Each line of the data that mentions the string "graph" needs to be identified and copied.

BEGIN The data

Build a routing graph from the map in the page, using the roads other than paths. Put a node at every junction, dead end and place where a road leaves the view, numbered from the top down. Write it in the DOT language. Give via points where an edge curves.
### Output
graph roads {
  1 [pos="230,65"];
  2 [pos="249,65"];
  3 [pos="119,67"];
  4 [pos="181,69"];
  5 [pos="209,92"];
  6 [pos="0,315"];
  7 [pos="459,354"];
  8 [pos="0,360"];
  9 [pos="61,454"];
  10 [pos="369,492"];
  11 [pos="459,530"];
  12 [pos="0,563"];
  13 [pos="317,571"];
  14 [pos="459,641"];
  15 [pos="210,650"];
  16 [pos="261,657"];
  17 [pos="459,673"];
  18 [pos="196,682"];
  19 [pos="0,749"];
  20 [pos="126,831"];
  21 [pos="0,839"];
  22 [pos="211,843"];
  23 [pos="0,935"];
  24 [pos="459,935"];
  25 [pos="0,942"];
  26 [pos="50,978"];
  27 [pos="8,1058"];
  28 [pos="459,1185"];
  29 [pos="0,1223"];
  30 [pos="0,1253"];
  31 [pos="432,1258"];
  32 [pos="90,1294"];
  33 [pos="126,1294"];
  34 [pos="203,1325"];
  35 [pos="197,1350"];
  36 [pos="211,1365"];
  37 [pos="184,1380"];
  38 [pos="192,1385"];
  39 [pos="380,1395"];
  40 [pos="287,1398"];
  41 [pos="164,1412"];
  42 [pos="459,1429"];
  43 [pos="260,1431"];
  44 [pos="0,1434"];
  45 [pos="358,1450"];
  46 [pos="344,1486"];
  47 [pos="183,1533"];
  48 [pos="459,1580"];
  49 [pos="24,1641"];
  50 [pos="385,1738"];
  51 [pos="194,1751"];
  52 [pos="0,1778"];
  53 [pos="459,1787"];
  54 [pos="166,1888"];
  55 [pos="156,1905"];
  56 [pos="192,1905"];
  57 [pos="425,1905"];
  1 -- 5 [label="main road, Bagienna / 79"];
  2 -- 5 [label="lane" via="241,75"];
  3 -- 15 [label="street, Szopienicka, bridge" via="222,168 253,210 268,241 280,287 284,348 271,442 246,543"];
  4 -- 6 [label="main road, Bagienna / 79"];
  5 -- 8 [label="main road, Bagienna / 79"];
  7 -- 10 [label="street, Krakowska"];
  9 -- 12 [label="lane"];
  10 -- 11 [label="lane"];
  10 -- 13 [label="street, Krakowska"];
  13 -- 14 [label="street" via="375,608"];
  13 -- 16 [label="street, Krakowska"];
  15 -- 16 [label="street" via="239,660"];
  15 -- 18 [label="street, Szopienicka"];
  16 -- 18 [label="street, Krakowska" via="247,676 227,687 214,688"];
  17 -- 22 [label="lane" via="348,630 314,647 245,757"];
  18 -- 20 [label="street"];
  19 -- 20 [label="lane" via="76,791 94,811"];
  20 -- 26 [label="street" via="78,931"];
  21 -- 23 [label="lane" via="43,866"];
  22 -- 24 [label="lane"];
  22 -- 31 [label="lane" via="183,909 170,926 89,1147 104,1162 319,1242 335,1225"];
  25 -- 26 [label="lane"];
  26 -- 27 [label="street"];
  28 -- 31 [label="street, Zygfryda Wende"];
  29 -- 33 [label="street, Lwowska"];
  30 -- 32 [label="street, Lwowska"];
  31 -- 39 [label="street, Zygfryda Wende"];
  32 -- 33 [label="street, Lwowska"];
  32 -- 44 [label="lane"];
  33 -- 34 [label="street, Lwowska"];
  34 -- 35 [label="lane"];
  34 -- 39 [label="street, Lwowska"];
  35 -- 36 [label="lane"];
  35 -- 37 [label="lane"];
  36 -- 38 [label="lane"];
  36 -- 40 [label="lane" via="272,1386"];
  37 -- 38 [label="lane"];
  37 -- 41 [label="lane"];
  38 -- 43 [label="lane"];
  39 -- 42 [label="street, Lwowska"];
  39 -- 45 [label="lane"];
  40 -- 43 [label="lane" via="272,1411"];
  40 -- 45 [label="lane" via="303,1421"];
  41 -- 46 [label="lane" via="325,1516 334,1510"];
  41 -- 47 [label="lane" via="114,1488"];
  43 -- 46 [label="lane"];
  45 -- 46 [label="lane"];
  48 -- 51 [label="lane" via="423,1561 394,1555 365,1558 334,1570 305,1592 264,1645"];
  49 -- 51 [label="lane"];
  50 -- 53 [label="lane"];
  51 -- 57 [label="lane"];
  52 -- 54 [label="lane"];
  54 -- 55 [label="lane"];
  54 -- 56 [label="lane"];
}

END The data

- **Solved exercise**:
Build a routing graph from the map in the page, using the roads other than paths. Put a node at every junction, dead end and place where a road leaves the view, numbered from the top down. Write it in the DOT language. Give via points where an edge curves.
graph roads {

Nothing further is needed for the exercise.